One of the core tenants of neoliberalism is the erosion of bureaucracy combined with heightened individualism, diminishing the role of politics and collectivism in our everyday lives. This, combined with the reactionary postmodern movement’s rejection of grand narratives as opposed to the modernist search for truth, creates an emotional emptiness. Where values do not exist, people are driven only by capital; the ends of wealth justify the means. 

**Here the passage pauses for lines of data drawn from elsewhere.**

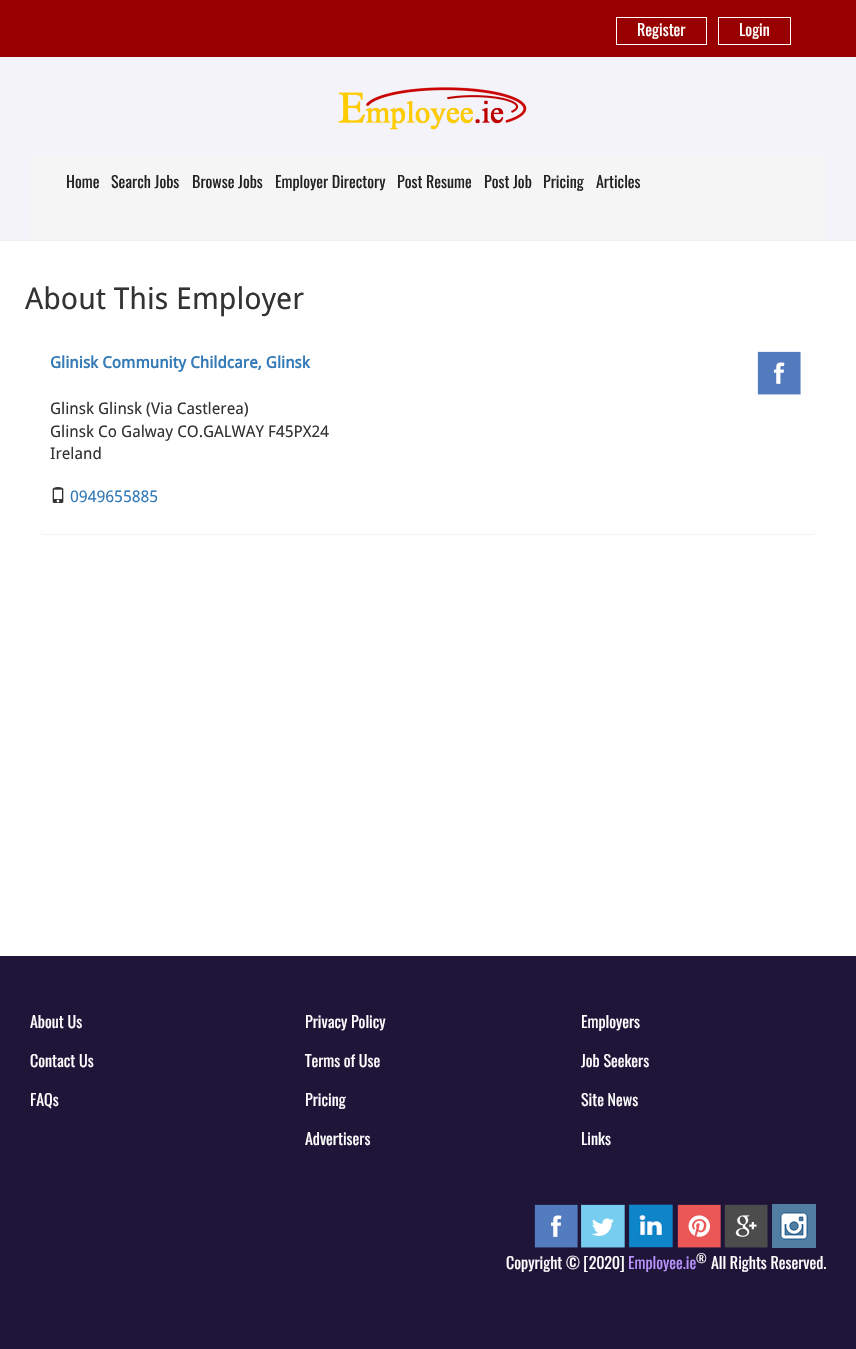 void draw(SkCanvas* canvas) {
	SkPaint paint;
	paint.setAntiAlias(true);
	canvas->clear(0xff1e1539);
	paint.setColor(0xffffffff);
	canvas->drawRect(SkRect::MakeXYWH(0, 241, 856, 715), paint);
	paint.setColor(0xff980000);
	canvas->drawRect(SkRect::MakeXYWH(0, 0, 856, 57), paint);
	paint.setStroke(true);
	paint.setStrokeWidth(1);
	paint.setColor(0xffffffff);
	canvas->drawRect(SkRect::MakeXYWH(616.5, 17.5, 90, 27), paint);
	SkFont f1(fontMgr->matchFamilyStyle("Oswald", SkFontStyle::Normal()), 16);
	f1.setSubpixel(true);
	paint.setStroke(false);
	canvas->drawString("Register", 637, 36, f1, paint);
	paint.setStroke(true);
	canvas->drawRect(SkRect::MakeXYWH(718.5, 17.5, 72, 27), paint);
	paint.setStroke(false);
	canvas->drawString("Login", 739, 36, f1, paint);
	paint.setColor(0xfff3f3f9);
	canvas->drawRect(SkRect::MakeXYWH(0, 57, 856, 183), paint);
	paint.setColor(0xffeeeeee);
	canvas->drawRect(SkRect::MakeXYWH(0, 240, 856, 1), paint);
	canvas->drawImageRect(SkImages::DeferredFromEncodedData(SkData::MakeFromFileName("img1.png")), SkRect::MakeXYWH(338, 87, 189, 43), SkSamplingOptions());
	paint.setColor(0xfff5f5f5);
	canvas->drawRoundRect(SkRect::MakeXYWH(30, 156, 796, 84), 4, 4, paint);
	paint.setColor(0xff222222);
	canvas->drawString("Home", 66, 188, f1, paint);
	canvas->drawString("Search Jobs", 111, 188, f1, paint);
	canvas->drawString("Browse Jobs", 192, 188, f1, paint);
	canvas->drawString("Employer Directory", 275, 188, f1, paint);
	canvas->drawString("Post Resume", 397, 188, f1, paint);
	canvas->drawString("Post Job", 484, 188, f1, paint);
	canvas->drawString("Pricing", 543, 188, f1, paint);
	canvas->drawString("Articles", 596, 188, f1, paint);
	SkFont f2(fontMgr->matchFamilyStyle("Droid Sans", SkFontStyle::Normal()), 30);
	f2.setSubpixel(true);
	paint.setColor(0xff333333);
	canvas->drawString("About This Employer", 25, 309, f2, paint);
	paint.setColor(0x0d000000);
	paint.setMaskFilter(SkMaskFilter::MakeBlur(kNormal_SkBlurStyle, 0.5));
	canvas->drawRoundRect(SkRect::MakeXYWH(40, 337, 776, 198), 4, 4, paint);
	paint.setMaskFilter(nullptr);
	paint.setColor(0xffffffff);
	canvas->drawRoundRect(SkRect::MakeXYWH(40, 336, 776, 198), 4, 4, paint);
	SkFont f3(fontMgr->matchFamilyStyle("Droid Sans", SkFontStyle::Bold()), 16);
	f3.setSubpixel(true);
	paint.setColor(0xff337ab7);
	canvas->drawString("Glinisk Community Childcare, Glinsk", 50, 368, f3, paint);
	SkFont f4(fontMgr->matchFamilyStyle("Droid Sans", SkFontStyle::Normal()), 16);
	f4.setSubpixel(true);
	paint.setColor(0xff333333);
	canvas->drawString("Glinsk Glinsk (Via Castlerea)", 50, 414, f4, paint);
	canvas->drawString("Glinsk Co Galway CO.GALWAY F45PX24", 50, 437, f4, paint);
	canvas->drawString("Ireland", 50, 459, f4, paint);
	canvas->drawImageRect(SkImages::DeferredFromEncodedData(SkData::MakeFromFileName("img2.png")), SkRect::MakeXYWH(52, 487, 12, 16), SkSamplingOptions());
	paint.setColor(0xff337ab7);
	canvas->drawString("0949655885", 70, 502, f4, paint);
	canvas->drawImageRect(SkImages::DeferredFromEncodedData(SkData::MakeFromFileName("img3.png")), SkRect::MakeXYWH(757, 351, 44, 44), SkSamplingOptions());
	paint.setColor(0xffffffff);
	canvas->drawString("About Us", 30, 1028, f1, paint);
	canvas->drawString("Contact Us", 30, 1067, f1, paint);
	canvas->drawString("FAQs", 30, 1106, f1, paint);
	canvas->drawString("Privacy Policy", 305, 1028, f1, paint);
	canvas->drawString("Terms of Use", 305, 1067, f1, paint);
	canvas->drawString("Pricing", 305, 1106, f1, paint);
	canvas->drawString("Advertisers", 305, 1145, f1, paint);
	canvas->drawString("Employers", 581, 1028, f1, paint);
	canvas->drawString("Job Seekers", 581, 1067, f1, paint);
	canvas->drawString("Site News", 581, 1106, f1, paint);
	canvas->drawString("Links", 581, 1145, f1, paint);
	canvas->drawImageRect(SkImages::DeferredFromEncodedData(SkData::MakeFromFileName("img4.png")), SkRect::MakeXYWH(534, 1204, 44, 44), SkSamplingOptions());
	canvas->drawImageRect(SkImages::DeferredFromEncodedData(SkData::MakeFromFileName("img5.png")), SkRect::MakeXYWH(581, 1204, 44, 44), SkSamplingOptions());
	canvas->drawImageRect(SkImages::DeferredFromEncodedData(SkData::MakeFromFileName("img6.png")), SkRect::MakeXYWH(629, 1204, 44, 44), SkSamplingOptions());
	canvas->drawImageRect(SkImages::DeferredFromEncodedData(SkData::MakeFromFileName("img7.png")), SkRect::MakeXYWH(677, 1204, 44, 44), SkSamplingOptions());
	canvas->drawImageRect(SkImages::DeferredFromEncodedData(SkData::MakeFromFileName("img8.png")), SkRect::MakeXYWH(724, 1204, 44, 44), SkSamplingOptions());
	canvas->drawImageRect(SkImages::DeferredFromEncodedData(SkData::MakeFromFileName("img9.png")), SkRect::MakeXYWH(772, 1204, 44, 44), SkSamplingOptions());
	canvas->drawString("Copyright © [2020]", 506, 1269, f1, paint);
	paint.setColor(0xffb994fc);
	canvas->drawString("Employee.ie", 628, 1269, f1, paint);
	SkFont f5(fontMgr->matchFamilyStyle("Oswald", SkFontStyle::Normal()), 12);
	f5.setSubpixel(true);
	paint.setColor(0xffffffff);
	canvas->drawString("®", 696, 1263, f5, paint);
	canvas->drawString("All Rights Reserved.", 711, 1269, f1, paint);
}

In Capitalist Realism, Mark Fisher argues that capital “has resolved personal worth into exchange value,” turned “belief to aesthetics,” “engagement to spectatorship.” Capitalism is “what is left when beliefs have collapsed at the level of ritual or symbolic elaboration, and all that is left is the consumer-spectator, trudging through the ruins and the relics.” Through these quotes, Fisher elucidates that capitalism has hollowed out principle, meaning, and agency, replacing them with consumption, surface aesthetics, and passive spectatorship. Capitalism is not just an economic system, it has become a naturalized set of worldviews we adhere to. Thus, moments are no longer moments, rather business opportunities. Sadness can no longer exist as a private sombre moment, because silence is unprofitable; ergo the conversion into a moment of music and fireworks.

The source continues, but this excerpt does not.